Ecco il commento caustico di un esperto sulla presunta crisi del nostro servizio sanitario nazionale, messa sotto accusa da un neurologo americano a Venezia.
Il Servizio sanitario nazionale italiano, con tutte le sue imperfezioni, è ancora un vanto pubblico e universale, basato su principi di equità e solidarietà che molti Paesi si sognano. Ogni giorno assiste milioni di cittadini e turisti, anche nelle città più complicate come Venezia. E tutto ciò con professionalità e un senso di servizio che non sempre riceve il giusto riconoscimento.

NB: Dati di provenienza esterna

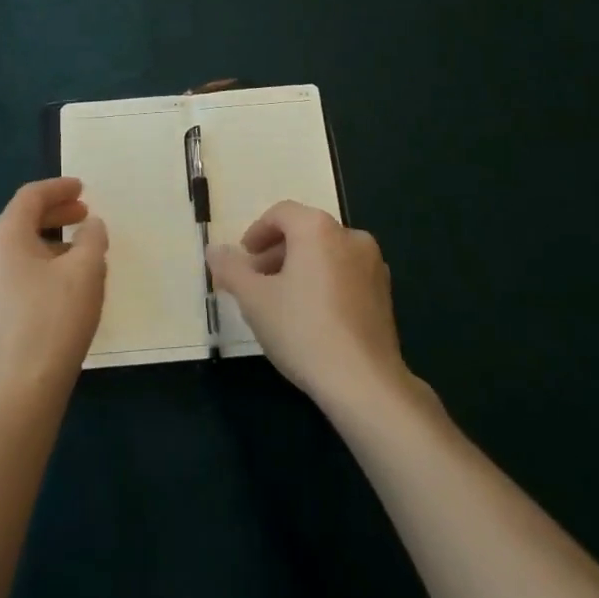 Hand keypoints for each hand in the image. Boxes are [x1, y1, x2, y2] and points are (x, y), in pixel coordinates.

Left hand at [0, 177, 107, 400]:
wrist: (23, 387)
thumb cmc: (55, 318)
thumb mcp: (86, 270)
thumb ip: (92, 237)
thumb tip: (90, 225)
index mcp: (4, 236)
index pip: (30, 197)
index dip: (59, 188)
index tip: (83, 188)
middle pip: (22, 219)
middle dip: (56, 213)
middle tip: (85, 213)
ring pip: (20, 246)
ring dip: (51, 239)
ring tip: (83, 248)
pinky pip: (17, 269)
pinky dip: (42, 261)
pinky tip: (66, 279)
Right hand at [207, 202, 412, 415]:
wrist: (364, 383)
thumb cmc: (302, 330)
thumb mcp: (254, 300)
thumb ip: (231, 269)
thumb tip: (213, 250)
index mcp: (318, 228)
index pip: (281, 214)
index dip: (256, 233)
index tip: (243, 260)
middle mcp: (350, 236)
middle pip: (305, 232)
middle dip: (276, 253)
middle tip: (256, 282)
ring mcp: (373, 265)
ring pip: (326, 254)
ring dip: (300, 269)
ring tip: (281, 302)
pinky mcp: (385, 294)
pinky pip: (346, 275)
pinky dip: (324, 283)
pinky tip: (311, 318) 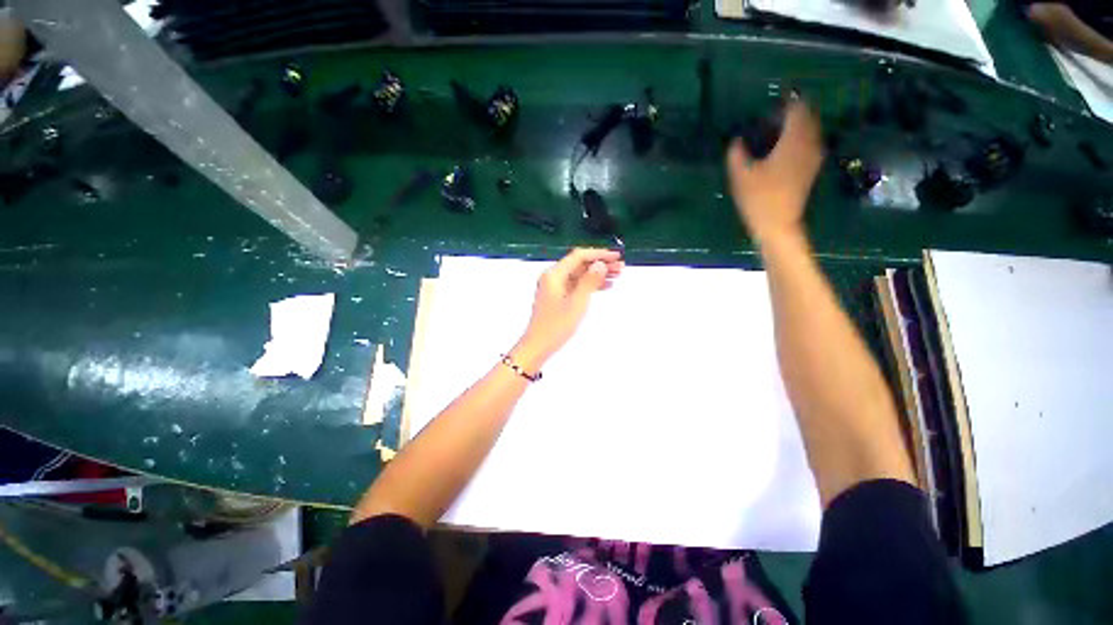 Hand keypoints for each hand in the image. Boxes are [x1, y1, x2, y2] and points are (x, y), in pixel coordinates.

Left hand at [513, 248, 623, 367]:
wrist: (538, 346)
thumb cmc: (556, 325)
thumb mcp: (577, 302)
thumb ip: (589, 281)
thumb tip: (600, 264)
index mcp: (554, 274)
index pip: (579, 256)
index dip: (599, 254)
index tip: (617, 256)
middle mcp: (553, 277)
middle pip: (580, 264)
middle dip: (600, 264)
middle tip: (621, 267)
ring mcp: (555, 287)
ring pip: (580, 275)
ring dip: (597, 274)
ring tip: (617, 276)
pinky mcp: (558, 297)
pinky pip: (577, 285)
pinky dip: (590, 285)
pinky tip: (605, 286)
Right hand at [726, 100, 824, 243]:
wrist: (778, 225)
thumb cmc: (758, 199)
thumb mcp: (740, 176)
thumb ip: (736, 153)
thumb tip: (736, 140)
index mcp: (793, 141)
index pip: (797, 109)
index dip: (787, 101)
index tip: (773, 99)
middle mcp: (809, 144)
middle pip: (808, 117)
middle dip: (794, 111)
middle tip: (773, 113)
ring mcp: (813, 157)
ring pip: (811, 129)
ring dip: (798, 124)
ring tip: (777, 128)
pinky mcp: (811, 169)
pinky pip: (810, 142)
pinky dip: (800, 137)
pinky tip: (785, 145) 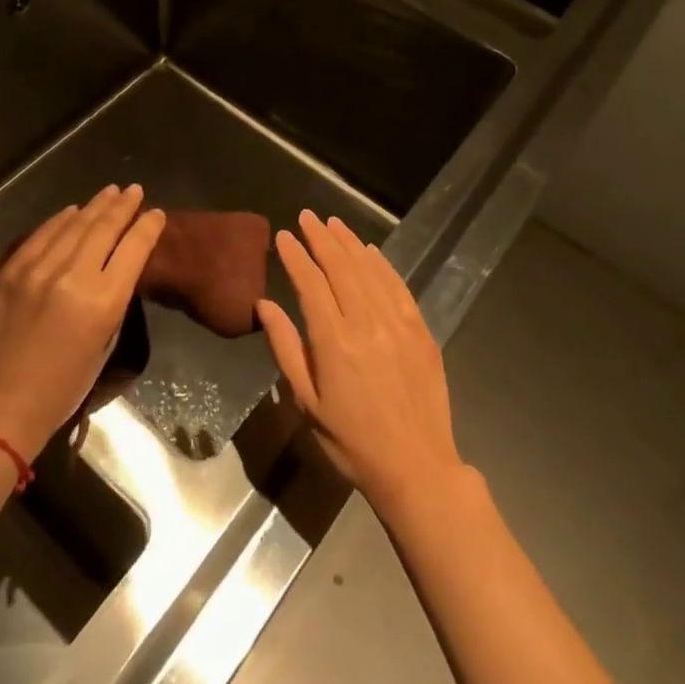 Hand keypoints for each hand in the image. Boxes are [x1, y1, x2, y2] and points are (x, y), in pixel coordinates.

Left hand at [0, 185, 164, 459]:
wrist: (4, 400)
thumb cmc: (66, 383)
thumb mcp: (106, 340)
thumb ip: (114, 297)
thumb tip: (117, 263)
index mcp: (103, 301)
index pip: (134, 248)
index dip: (148, 226)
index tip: (157, 213)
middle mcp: (73, 276)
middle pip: (104, 228)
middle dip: (123, 205)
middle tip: (134, 190)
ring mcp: (38, 269)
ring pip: (74, 224)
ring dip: (95, 206)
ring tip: (110, 192)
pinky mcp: (13, 269)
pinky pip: (42, 234)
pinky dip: (61, 219)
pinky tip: (73, 210)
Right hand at [257, 210, 469, 523]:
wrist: (416, 467)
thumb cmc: (351, 441)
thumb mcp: (307, 402)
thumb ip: (286, 348)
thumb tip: (264, 305)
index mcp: (334, 340)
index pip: (310, 283)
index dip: (295, 256)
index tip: (283, 236)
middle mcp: (366, 322)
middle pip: (341, 267)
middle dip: (321, 238)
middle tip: (307, 217)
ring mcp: (397, 323)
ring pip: (369, 270)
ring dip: (349, 243)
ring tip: (333, 223)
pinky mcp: (420, 330)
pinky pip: (397, 286)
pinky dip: (381, 264)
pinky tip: (370, 251)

È vero, i disservizi possono capitare – come in qualsiasi altro sistema sanitario del pianeta. Ma trasformare un singolo episodio negativo in un’accusa globale e infondata all’intero sistema è, diciamo, un po’ esagerato. Ancora più ridicola è la pretesa che si debba necessariamente dichiarare di essere “medico” per avere accesso alle cure.
Il vero privilegio – sottolinea il presidente della Società italiana di neurologia, Alessandro Padovani – non è fingere di essere medico per essere trattato meglio, bensì vivere in un Paese dove il diritto alla cura è garantito a tutti, senza discriminazioni di status sociale o provenienza.
L’articolo incriminato racconta la vicenda di un neurologo statunitense finito in un Pronto Soccorso veneziano dopo un trauma cranico non grave. La sua lamentela? Aver dovuto aspettare a lungo senza assistenza adeguata e aver ricevuto attenzione soltanto dopo aver ammesso la propria professione.
Padovani, con ironia tagliente, ammette che ci sono criticità – come in ogni sistema umano – ma allarma contro la facile tendenza a delegittimare il Servizio sanitario nazionale con generalizzazioni ingiuste e fuori luogo. Il dovere di tutti, secondo lui, è difendere e rafforzare un sistema che garantisce l’assistenza a chiunque ne abbia bisogno, senza favoritismi o etichette.